• _Dataset entries_
—————
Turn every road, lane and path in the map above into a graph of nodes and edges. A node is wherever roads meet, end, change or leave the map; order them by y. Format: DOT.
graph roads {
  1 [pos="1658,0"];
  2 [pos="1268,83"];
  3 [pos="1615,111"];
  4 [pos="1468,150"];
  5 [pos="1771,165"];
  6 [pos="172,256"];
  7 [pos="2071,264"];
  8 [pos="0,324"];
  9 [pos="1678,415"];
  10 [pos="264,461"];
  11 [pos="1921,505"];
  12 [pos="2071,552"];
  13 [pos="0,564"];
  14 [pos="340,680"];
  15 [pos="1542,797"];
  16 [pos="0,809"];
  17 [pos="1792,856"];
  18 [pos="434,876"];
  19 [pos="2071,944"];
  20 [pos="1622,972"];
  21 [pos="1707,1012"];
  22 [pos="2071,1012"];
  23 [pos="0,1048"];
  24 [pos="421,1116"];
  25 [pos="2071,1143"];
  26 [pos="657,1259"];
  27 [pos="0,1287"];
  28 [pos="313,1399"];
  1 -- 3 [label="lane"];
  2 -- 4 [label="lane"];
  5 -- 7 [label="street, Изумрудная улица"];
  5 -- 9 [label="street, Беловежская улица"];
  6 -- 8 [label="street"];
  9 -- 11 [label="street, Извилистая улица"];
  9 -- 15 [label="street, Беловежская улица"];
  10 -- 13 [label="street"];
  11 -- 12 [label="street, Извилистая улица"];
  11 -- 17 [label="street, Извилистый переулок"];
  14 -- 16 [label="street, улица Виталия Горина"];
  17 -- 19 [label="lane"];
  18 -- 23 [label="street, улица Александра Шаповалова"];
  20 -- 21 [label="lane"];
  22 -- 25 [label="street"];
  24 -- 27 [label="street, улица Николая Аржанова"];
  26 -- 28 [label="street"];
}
—————
Go through the lines above and copy any that contain "Беловежская".

• _ANSWER BOX_
  5 -- 9 [label="street, Беловежская улица"];
  9 -- 15 [label="street, Беловежская улица"];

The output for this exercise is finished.